La disputa por el cuerpo y armadura del líder licio enarca al poema, lo pone en estado de máxima alerta. El rescate de un jefe muerto asegura la celebración de sus exequias y el consiguiente honor de la respectiva tribu. Defender un cadáver ilustre con la misma fiereza con que se protege la propia vida es un asunto de elevada moral colectiva. Se genera, así, una danza terrible alrededor del destrozado cuerpo de Sarpedón:
"(...) Epigeo echaba mano al cadáver cuando el esclarecido Héctor le dio una pedrada en la cabeza y se la partió en dos dentro del fuerte casco: el guerrero cayó boca abajo sobre el cuerpo de Sarpedón y a su alrededor se esparció la destructora muerte.

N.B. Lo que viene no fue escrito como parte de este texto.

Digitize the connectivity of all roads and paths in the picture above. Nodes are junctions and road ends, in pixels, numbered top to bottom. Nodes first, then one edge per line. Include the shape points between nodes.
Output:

Apesadumbróse Patroclo por la pérdida del compañero y atravesó al instante las primeras filas, como veloz gavilán persigue a grajos o estorninos; de la misma manera acometiste, ¡oh hábil jinete Patroclo!, a los licios y troyanos..." (Canto XVI)

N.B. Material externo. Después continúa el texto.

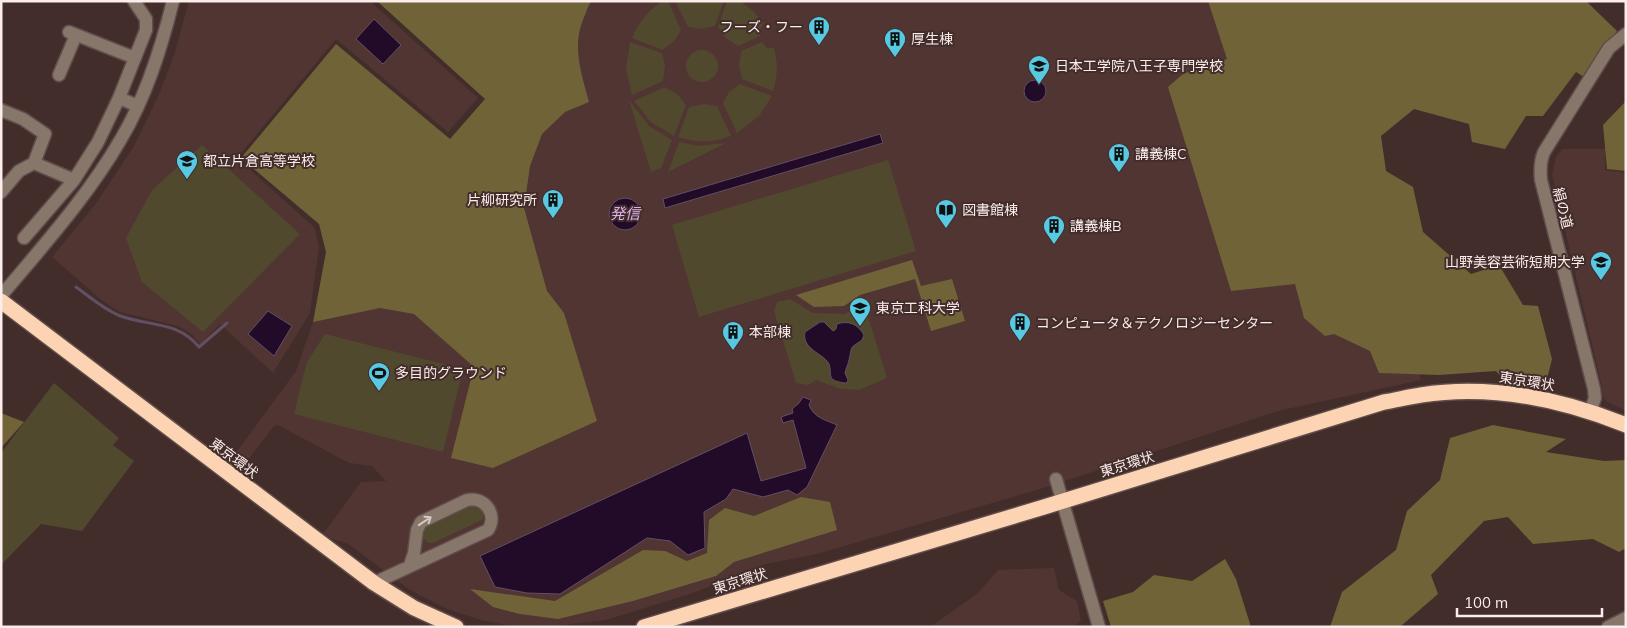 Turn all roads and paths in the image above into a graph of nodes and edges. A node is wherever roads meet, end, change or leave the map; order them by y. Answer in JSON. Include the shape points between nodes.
{"nodes":[{"id":1,"x":134,"y":1,"type":"edge"},
{"id":2,"x":173,"y":1,"type":"edge"},
{"id":3,"x":1626,"y":34,"type":"edge"},
{"id":4,"x":135,"y":58,"type":"junction"},
{"id":5,"x":59,"y":75,"type":"dead end"},
{"id":6,"x":118,"y":98,"type":"junction"},
{"id":7,"x":138,"y":106,"type":"junction"},
{"id":8,"x":1,"y":110,"type":"edge"},
{"id":9,"x":34,"y":163,"type":"junction"},
{"id":10,"x":74,"y":180,"type":"junction"},
{"id":11,"x":1,"y":192,"type":"edge"},
{"id":12,"x":24,"y":238,"type":"dead end"},
{"id":13,"x":1,"y":296,"type":"edge"},
{"id":14,"x":1,"y":301,"type":"edge"},
{"id":15,"x":1590,"y":412,"type":"junction"},
{"id":16,"x":1626,"y":425,"type":"edge"},
{"id":17,"x":1056,"y":479,"type":"dead end"},
{"id":18,"x":1062,"y":502,"type":"junction"},
{"id":19,"x":410,"y":565,"type":"junction"},
{"id":20,"x":374,"y":583,"type":"junction"},
{"id":21,"x":1626,"y":618,"type":"edge"},
{"id":22,"x":456,"y":627,"type":"edge"},
{"id":23,"x":644,"y":627,"type":"edge"},
{"id":24,"x":1099,"y":627,"type":"edge"},
{"id":25,"x":1608,"y":627,"type":"edge"}],
"edges":[{"from":1,"to":4,"type":"street","via":[[146,19],[146,30]]},
{"from":2,"to":7,"type":"street","via":[[165,34]]},
{"from":3,"to":15,"type":"street","name":"絹の道","via":[[1609,48],[1541,159],[1540,171],[1548,208],[1594,389]]},
{"from":4,"to":5,"type":"street","via":[[73,33]]},
{"from":4,"to":6,"type":"street"},
{"from":6,"to":7,"type":"street"},
{"from":6,"to":10,"type":"street","via":[[98,142]]},
{"from":7,"to":13,"type":"street","via":[[122,138],[86,193]]},
{"from":8,"to":9,"type":"street","via":[[23,119],[45,134]]},
{"from":9,"to":10,"type":"street"},
{"from":9,"to":11,"type":"street","via":[[19,171]]},
{"from":10,"to":12,"type":"street"},
{"from":14,"to":20,"type":"highway","name":"東京環状"},
{"from":15,"to":16,"type":"highway","name":"東京環状"},
{"from":15,"to":18,"type":"highway","name":"東京環状","via":[[1512,393],[1422,394],[1384,402]]},
{"from":17,"to":18,"type":"street"},
{"from":18,"to":23,"type":"highway","name":"東京環状"},
{"from":18,"to":24,"type":"street"},
{"from":19,"to":19,"type":"street","one_way":true,"via":[[421,522],[474,498],[486,505],[492,516],[488,530]]},
{"from":19,"to":20,"type":"street"},
{"from":20,"to":22,"type":"highway","name":"東京環状","via":[[414,608]]},
{"from":21,"to":25,"type":"street"}]}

Patroclo entonces acometería a Estenelao con una piedra que le reventaría el cuello; Glauco sorprendería a Baticles hundiéndole la pica en el pecho, mientras Meríones heriría al divino Laógono debajo de la quijada y de la oreja.
"Y ya ni un hombre perspicaz hubiera conocido al divino Sarpedón, pues los dardos, la sangre y el polvo lo cubrían completamente de pies a cabeza. Agitábanse todos alrededor del cadáver como en la primavera zumban las moscas en el establo..." 

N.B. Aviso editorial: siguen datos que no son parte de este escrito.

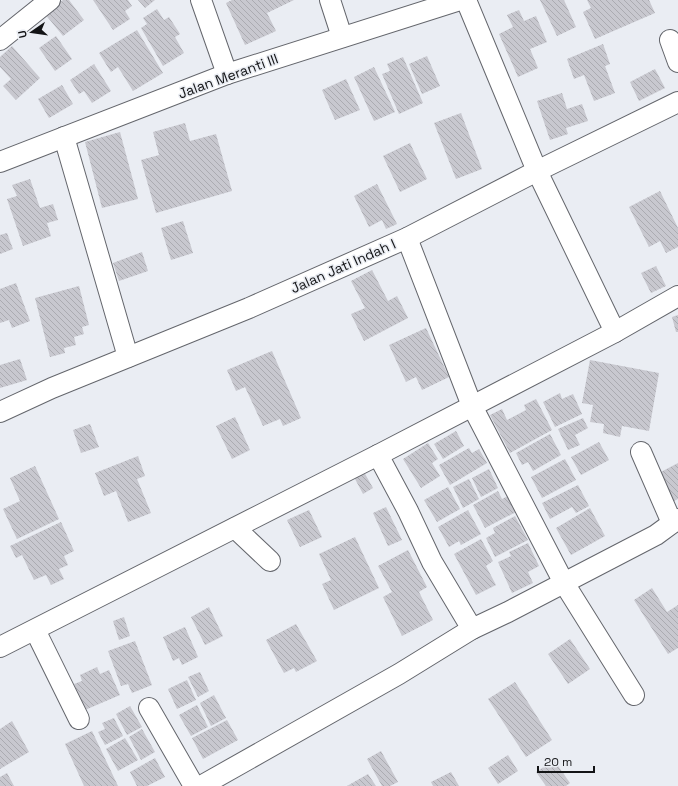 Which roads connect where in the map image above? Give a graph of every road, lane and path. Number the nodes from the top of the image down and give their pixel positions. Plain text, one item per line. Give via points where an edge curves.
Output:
1 (50, 0) edge
2 (201, 0) edge
3 (330, 0) edge
4 (460, 0) edge
5 (466, 0) edge
6 (342, 37) junction
7 (0, 40) edge
8 (670, 40) dead end
9 (678, 62) edge
10 (227, 74) junction
11 (678, 102) edge
12 (64, 137) junction
13 (3, 155) edge
14 (537, 171) junction
15 (407, 238) junction
16 (678, 296) edge
17 (614, 332) junction
18 (128, 357) junction
19 (472, 406) junction
20 (0, 412) edge
21 (641, 452) dead end
22 (378, 455) junction
23 (675, 521) edge
24 (235, 528) junction
25 (270, 561) dead end
26 (564, 583) junction
27 (472, 629) junction
28 (35, 630) junction
29 (0, 647) edge
30 (634, 695) dead end
31 (149, 708) dead end
32 (79, 719) dead end
33 (194, 786) edge
34 (201, 786) edge

1 - 7 street
2 - 10 street
3 - 6 street
4 - 6 street, Jalan Meranti III
5 - 14 street
6 - 10 street, Jalan Meranti III
8 - 9 street
10 - 12 street, Jalan Meranti III
11 - 14 street, Jalan Jati Indah I
12 - 13 street, Jalan Meranti III
12 - 18 street
14 - 15 street, Jalan Jati Indah I
14 - 17 street
15 - 18 street, Jalan Jati Indah I via 249,308
15 - 19 street
16 - 17 street
17 - 19 street
18 - 20 street, Jalan Jati Indah I
19 - 22 street
19 - 26 street
21 - 23 street
22 - 24 street
22 - 27 street via 432,562
23 - 26 street via 656,535
24 - 25 street
24 - 28 street
26 - 27 street
26 - 30 street
27 - 34 street via 399,674
28 - 29 street
28 - 32 street
31 - 33 street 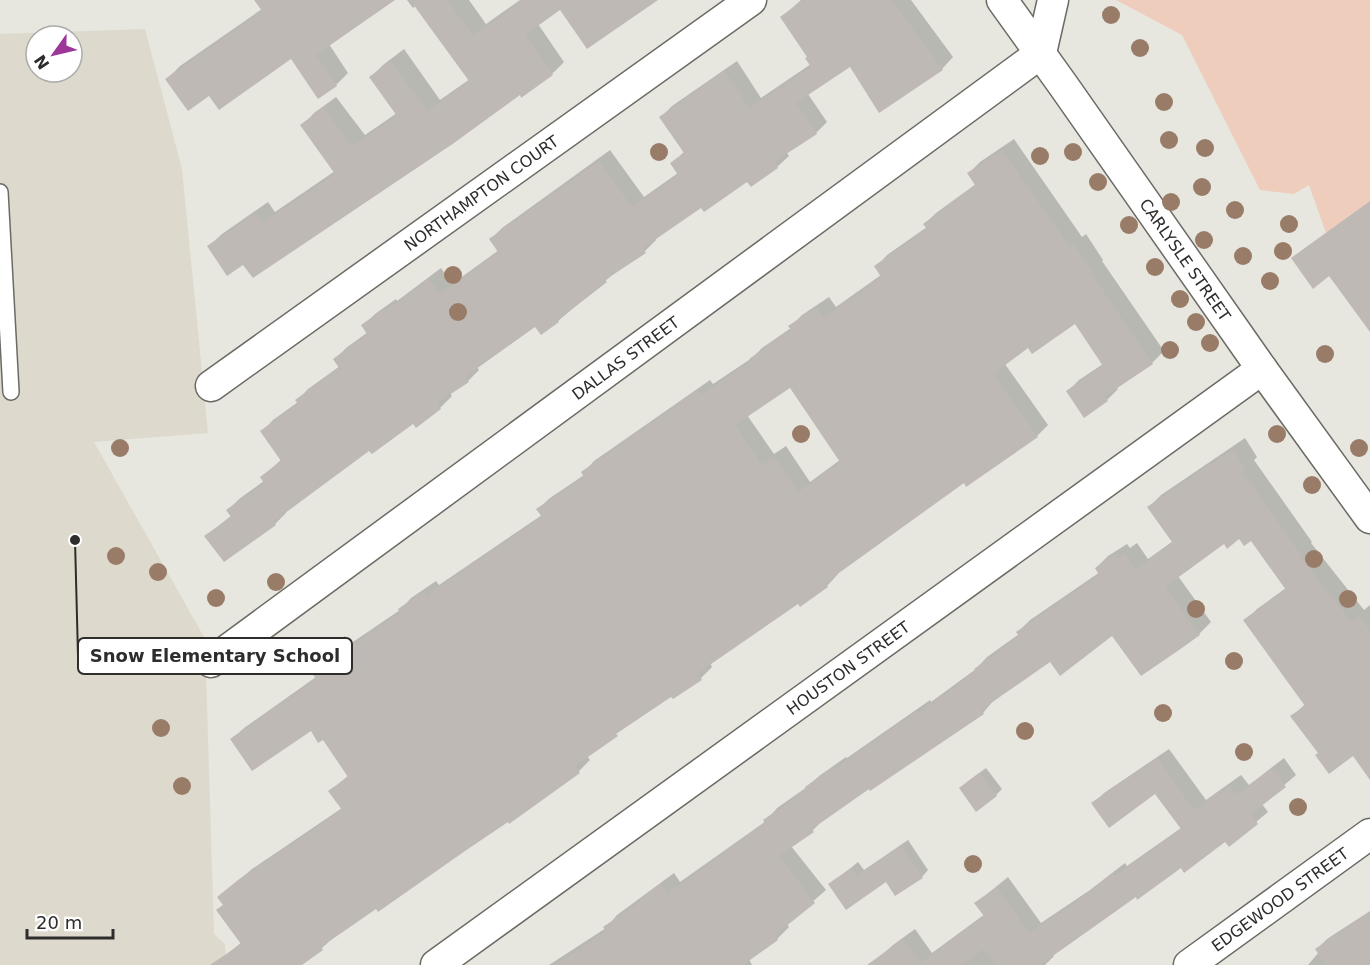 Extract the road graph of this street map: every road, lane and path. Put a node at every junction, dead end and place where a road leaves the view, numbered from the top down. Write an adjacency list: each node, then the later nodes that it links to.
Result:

La euforia de la victoria atrapó al amigo de Aquiles al grado de creerse el inminente vencedor de Troya. Pero esta loca embriaguez de sangre desembocaría en la eliminación no menos trágica (dictada por Zeus) de Patroclo bajo la espada de Héctor.

- La hecatombe homérica se desenvuelve entonces como un gran monstruo multicéfalo: la multitud de soldados se desdobla ahora en pos del cadáver de Patroclo. Una gallarda batalla dentro de la batalla. La pugna por negociar el cadáver de Sarpedón por el de Patroclo hace que los más fieros guerreros circulen alrededor del Menetíada hecho jirones. El lirismo de La Ilíada alcanza entonces el cenit de la poesía heroica y brutal a la vez; una nube negra cubre la llanura gimiente que separa a las naves griegas de las murallas de Troya:
"(...) cuantos rodeaban por todas partes a Patroclo se cubrían con los escudos y calaban las lanzas. Ayax recorría las filas y daba muchas órdenes: mandaba que ninguno retrocediese, abandonando el cadáver. (...) hallábanse cubiertos por la niebla todos los guerreros ilustres que peleaban alrededor del cadáver del Menetíada. (...) La tierra estaba regada de purpúrea sangre y caían muertos, unos en pos de otros... Y así sostuvieron todo el día la gran contienda y el cruel combate. Cansados y sudorosos tenían las rodillas, las piernas y más abajo los pies, y manchados de polvo las manos y los ojos, cuantos peleaban en torno del valiente servidor del Eácida de pies ligeros [Aquiles]. Como un hombre da a los obreros una piel grande de toro cubierta de grasa para que la estiren, y ellos cogiéndola se ponen en círculo, y estirándola todos sale la humedad, penetra la grasa y la piel queda perfectamente extendida, de la misma manera tiraban aquéllos del cadáver acá y acullá, en reducido espacio, y tenían grandes esperanzas de arrastrarlo los troyanos hacia Ilión y los aqueos a las cóncavas naves. Tumulto feroz surgía alrededor del muerto (...)" (Canto XVII)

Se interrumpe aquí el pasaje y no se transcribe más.